> TASK GOAL:
Reproduce the records in full. Alter nothing.

> INFORMATION GIVEN:
******************************
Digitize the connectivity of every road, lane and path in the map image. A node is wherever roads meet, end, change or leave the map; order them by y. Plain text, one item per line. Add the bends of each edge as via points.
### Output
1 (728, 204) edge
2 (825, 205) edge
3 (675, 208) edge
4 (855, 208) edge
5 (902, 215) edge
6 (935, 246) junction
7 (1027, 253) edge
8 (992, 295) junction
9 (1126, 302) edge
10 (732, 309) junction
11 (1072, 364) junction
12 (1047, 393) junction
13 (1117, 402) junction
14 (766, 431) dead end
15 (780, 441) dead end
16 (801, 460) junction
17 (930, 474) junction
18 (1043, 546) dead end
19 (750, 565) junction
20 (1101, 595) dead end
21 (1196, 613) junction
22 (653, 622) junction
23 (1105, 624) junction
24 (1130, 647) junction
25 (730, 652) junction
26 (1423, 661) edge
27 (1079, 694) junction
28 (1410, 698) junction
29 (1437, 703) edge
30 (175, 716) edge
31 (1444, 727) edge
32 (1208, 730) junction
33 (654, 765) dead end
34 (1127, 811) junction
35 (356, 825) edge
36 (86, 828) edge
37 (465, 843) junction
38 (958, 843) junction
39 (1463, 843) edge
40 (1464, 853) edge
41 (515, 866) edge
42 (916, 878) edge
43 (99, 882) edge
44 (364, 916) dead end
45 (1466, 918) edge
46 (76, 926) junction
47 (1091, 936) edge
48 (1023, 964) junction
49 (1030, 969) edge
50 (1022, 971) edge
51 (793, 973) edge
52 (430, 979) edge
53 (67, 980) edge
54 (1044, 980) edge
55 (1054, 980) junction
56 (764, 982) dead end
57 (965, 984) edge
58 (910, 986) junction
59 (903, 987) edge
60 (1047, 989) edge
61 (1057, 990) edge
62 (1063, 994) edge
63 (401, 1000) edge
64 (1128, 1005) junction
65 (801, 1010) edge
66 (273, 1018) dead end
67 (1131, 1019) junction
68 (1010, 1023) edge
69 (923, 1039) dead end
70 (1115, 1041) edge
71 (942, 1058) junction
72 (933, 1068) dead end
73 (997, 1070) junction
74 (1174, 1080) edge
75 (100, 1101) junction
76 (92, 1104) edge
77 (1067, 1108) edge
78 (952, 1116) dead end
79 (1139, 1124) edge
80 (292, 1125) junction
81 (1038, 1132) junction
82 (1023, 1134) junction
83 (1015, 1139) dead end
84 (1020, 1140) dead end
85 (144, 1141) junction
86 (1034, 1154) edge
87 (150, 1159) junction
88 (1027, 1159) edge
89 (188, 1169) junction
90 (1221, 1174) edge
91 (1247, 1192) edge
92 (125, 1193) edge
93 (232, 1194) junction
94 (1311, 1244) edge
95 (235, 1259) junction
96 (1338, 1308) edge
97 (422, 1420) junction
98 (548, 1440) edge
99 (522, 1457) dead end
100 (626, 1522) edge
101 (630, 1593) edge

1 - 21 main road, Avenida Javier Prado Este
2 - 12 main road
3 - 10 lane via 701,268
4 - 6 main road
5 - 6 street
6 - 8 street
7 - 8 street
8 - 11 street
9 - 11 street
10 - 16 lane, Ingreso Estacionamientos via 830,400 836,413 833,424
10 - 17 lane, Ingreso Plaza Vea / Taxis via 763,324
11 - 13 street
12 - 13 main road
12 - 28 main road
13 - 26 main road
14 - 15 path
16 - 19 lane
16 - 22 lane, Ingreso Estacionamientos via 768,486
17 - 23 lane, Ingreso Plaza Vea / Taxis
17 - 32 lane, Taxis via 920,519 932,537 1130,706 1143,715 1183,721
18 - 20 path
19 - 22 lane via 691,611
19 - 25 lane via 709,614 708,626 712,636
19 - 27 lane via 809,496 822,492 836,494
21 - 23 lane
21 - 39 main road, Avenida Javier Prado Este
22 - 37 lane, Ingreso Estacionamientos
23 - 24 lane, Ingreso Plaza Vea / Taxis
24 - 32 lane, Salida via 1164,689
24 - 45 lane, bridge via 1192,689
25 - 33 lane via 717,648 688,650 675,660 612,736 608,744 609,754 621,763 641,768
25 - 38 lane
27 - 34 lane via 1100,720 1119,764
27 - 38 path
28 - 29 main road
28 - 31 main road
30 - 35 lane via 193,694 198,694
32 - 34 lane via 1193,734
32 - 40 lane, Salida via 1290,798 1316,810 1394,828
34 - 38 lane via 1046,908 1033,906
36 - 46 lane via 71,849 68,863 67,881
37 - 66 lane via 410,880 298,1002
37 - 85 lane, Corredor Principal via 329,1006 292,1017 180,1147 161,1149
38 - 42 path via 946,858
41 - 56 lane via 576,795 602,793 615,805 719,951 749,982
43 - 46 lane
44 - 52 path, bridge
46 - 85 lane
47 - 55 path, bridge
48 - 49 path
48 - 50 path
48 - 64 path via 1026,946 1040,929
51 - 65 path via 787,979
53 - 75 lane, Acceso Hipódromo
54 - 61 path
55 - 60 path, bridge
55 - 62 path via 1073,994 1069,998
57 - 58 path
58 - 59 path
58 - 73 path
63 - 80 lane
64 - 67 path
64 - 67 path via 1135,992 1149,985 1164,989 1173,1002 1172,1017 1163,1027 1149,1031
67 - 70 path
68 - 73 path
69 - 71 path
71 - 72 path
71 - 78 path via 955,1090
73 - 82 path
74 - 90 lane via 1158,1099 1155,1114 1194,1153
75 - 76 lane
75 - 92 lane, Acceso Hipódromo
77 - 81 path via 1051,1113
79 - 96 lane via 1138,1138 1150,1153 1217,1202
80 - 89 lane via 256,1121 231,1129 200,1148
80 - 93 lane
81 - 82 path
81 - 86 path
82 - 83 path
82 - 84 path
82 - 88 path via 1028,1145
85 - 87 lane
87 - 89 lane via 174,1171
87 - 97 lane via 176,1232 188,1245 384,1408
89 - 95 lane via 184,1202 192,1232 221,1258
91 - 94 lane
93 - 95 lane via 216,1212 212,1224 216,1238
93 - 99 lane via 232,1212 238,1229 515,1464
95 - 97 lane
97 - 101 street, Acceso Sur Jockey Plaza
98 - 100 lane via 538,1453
******************************
> SOLUTION:
Digitize the connectivity of every road, lane and path in the map image. A node is wherever roads meet, end, change or leave the map; order them by y. Plain text, one item per line. Add the bends of each edge as via points.
### Output
1 (728, 204) edge
2 (825, 205) edge
3 (675, 208) edge
4 (855, 208) edge
5 (902, 215) edge
6 (935, 246) junction
7 (1027, 253) edge
8 (992, 295) junction
9 (1126, 302) edge
10 (732, 309) junction
11 (1072, 364) junction
12 (1047, 393) junction
13 (1117, 402) junction
14 (766, 431) dead end
15 (780, 441) dead end
16 (801, 460) junction
17 (930, 474) junction
18 (1043, 546) dead end
19 (750, 565) junction
20 (1101, 595) dead end
21 (1196, 613) junction
22 (653, 622) junction
23 (1105, 624) junction
24 (1130, 647) junction
25 (730, 652) junction
26 (1423, 661) edge
27 (1079, 694) junction
28 (1410, 698) junction
29 (1437, 703) edge
30 (175, 716) edge
31 (1444, 727) edge
32 (1208, 730) junction
33 (654, 765) dead end
34 (1127, 811) junction
35 (356, 825) edge
36 (86, 828) edge
37 (465, 843) junction
38 (958, 843) junction
39 (1463, 843) edge
40 (1464, 853) edge
41 (515, 866) edge
42 (916, 878) edge
43 (99, 882) edge
44 (364, 916) dead end
45 (1466, 918) edge
46 (76, 926) junction
47 (1091, 936) edge
48 (1023, 964) junction
49 (1030, 969) edge
50 (1022, 971) edge
51 (793, 973) edge
52 (430, 979) edge
53 (67, 980) edge
54 (1044, 980) edge
55 (1054, 980) junction
56 (764, 982) dead end
57 (965, 984) edge
58 (910, 986) junction
59 (903, 987) edge
60 (1047, 989) edge
61 (1057, 990) edge
62 (1063, 994) edge
63 (401, 1000) edge
64 (1128, 1005) junction
65 (801, 1010) edge
66 (273, 1018) dead end
67 (1131, 1019) junction
68 (1010, 1023) edge
69 (923, 1039) dead end
70 (1115, 1041) edge
71 (942, 1058) junction
72 (933, 1068) dead end
73 (997, 1070) junction
74 (1174, 1080) edge
75 (100, 1101) junction
76 (92, 1104) edge
77 (1067, 1108) edge
78 (952, 1116) dead end
79 (1139, 1124) edge
80 (292, 1125) junction
81 (1038, 1132) junction
82 (1023, 1134) junction
83 (1015, 1139) dead end
84 (1020, 1140) dead end
85 (144, 1141) junction
86 (1034, 1154) edge
87 (150, 1159) junction
88 (1027, 1159) edge
89 (188, 1169) junction
90 (1221, 1174) edge
91 (1247, 1192) edge
92 (125, 1193) edge
93 (232, 1194) junction
94 (1311, 1244) edge
95 (235, 1259) junction
96 (1338, 1308) edge
97 (422, 1420) junction
98 (548, 1440) edge
99 (522, 1457) dead end
100 (626, 1522) edge
101 (630, 1593) edge

1 - 21 main road, Avenida Javier Prado Este
2 - 12 main road
3 - 10 lane via 701,268
4 - 6 main road
5 - 6 street
6 - 8 street
7 - 8 street
8 - 11 street
9 - 11 street
10 - 16 lane, Ingreso Estacionamientos via 830,400 836,413 833,424
10 - 17 lane, Ingreso Plaza Vea / Taxis via 763,324
11 - 13 street
12 - 13 main road
12 - 28 main road
13 - 26 main road
14 - 15 path
16 - 19 lane
16 - 22 lane, Ingreso Estacionamientos via 768,486
17 - 23 lane, Ingreso Plaza Vea / Taxis
17 - 32 lane, Taxis via 920,519 932,537 1130,706 1143,715 1183,721
18 - 20 path
19 - 22 lane via 691,611
19 - 25 lane via 709,614 708,626 712,636
19 - 27 lane via 809,496 822,492 836,494
21 - 23 lane
21 - 39 main road, Avenida Javier Prado Este
22 - 37 lane, Ingreso Estacionamientos
23 - 24 lane, Ingreso Plaza Vea / Taxis
24 - 32 lane, Salida via 1164,689
24 - 45 lane, bridge via 1192,689
25 - 33 lane via 717,648 688,650 675,660 612,736 608,744 609,754 621,763 641,768
25 - 38 lane
27 - 34 lane via 1100,720 1119,764
27 - 38 path
28 - 29 main road
28 - 31 main road
30 - 35 lane via 193,694 198,694
32 - 34 lane via 1193,734
32 - 40 lane, Salida via 1290,798 1316,810 1394,828
34 - 38 lane via 1046,908 1033,906
36 - 46 lane via 71,849 68,863 67,881
37 - 66 lane via 410,880 298,1002
37 - 85 lane, Corredor Principal via 329,1006 292,1017 180,1147 161,1149
38 - 42 path via 946,858
41 - 56 lane via 576,795 602,793 615,805 719,951 749,982
43 - 46 lane
44 - 52 path, bridge
46 - 85 lane
47 - 55 path, bridge
48 - 49 path
48 - 50 path
48 - 64 path via 1026,946 1040,929
51 - 65 path via 787,979
53 - 75 lane, Acceso Hipódromo
54 - 61 path
55 - 60 path, bridge
55 - 62 path via 1073,994 1069,998
57 - 58 path
58 - 59 path
58 - 73 path
63 - 80 lane
64 - 67 path
64 - 67 path via 1135,992 1149,985 1164,989 1173,1002 1172,1017 1163,1027 1149,1031
67 - 70 path
68 - 73 path
69 - 71 path
71 - 72 path
71 - 78 path via 955,1090
73 - 82 path
74 - 90 lane via 1158,1099 1155,1114 1194,1153
75 - 76 lane
75 - 92 lane, Acceso Hipódromo
77 - 81 path via 1051,1113
79 - 96 lane via 1138,1138 1150,1153 1217,1202
80 - 89 lane via 256,1121 231,1129 200,1148
80 - 93 lane
81 - 82 path
81 - 86 path
82 - 83 path
82 - 84 path
82 - 88 path via 1028,1145
85 - 87 lane
87 - 89 lane via 174,1171
87 - 97 lane via 176,1232 188,1245 384,1408
89 - 95 lane via 184,1202 192,1232 221,1258
91 - 94 lane
93 - 95 lane via 216,1212 212,1224 216,1238
93 - 99 lane via 232,1212 238,1229 515,1464
95 - 97 lane
97 - 101 street, Acceso Sur Jockey Plaza
98 - 100 lane via 538,1453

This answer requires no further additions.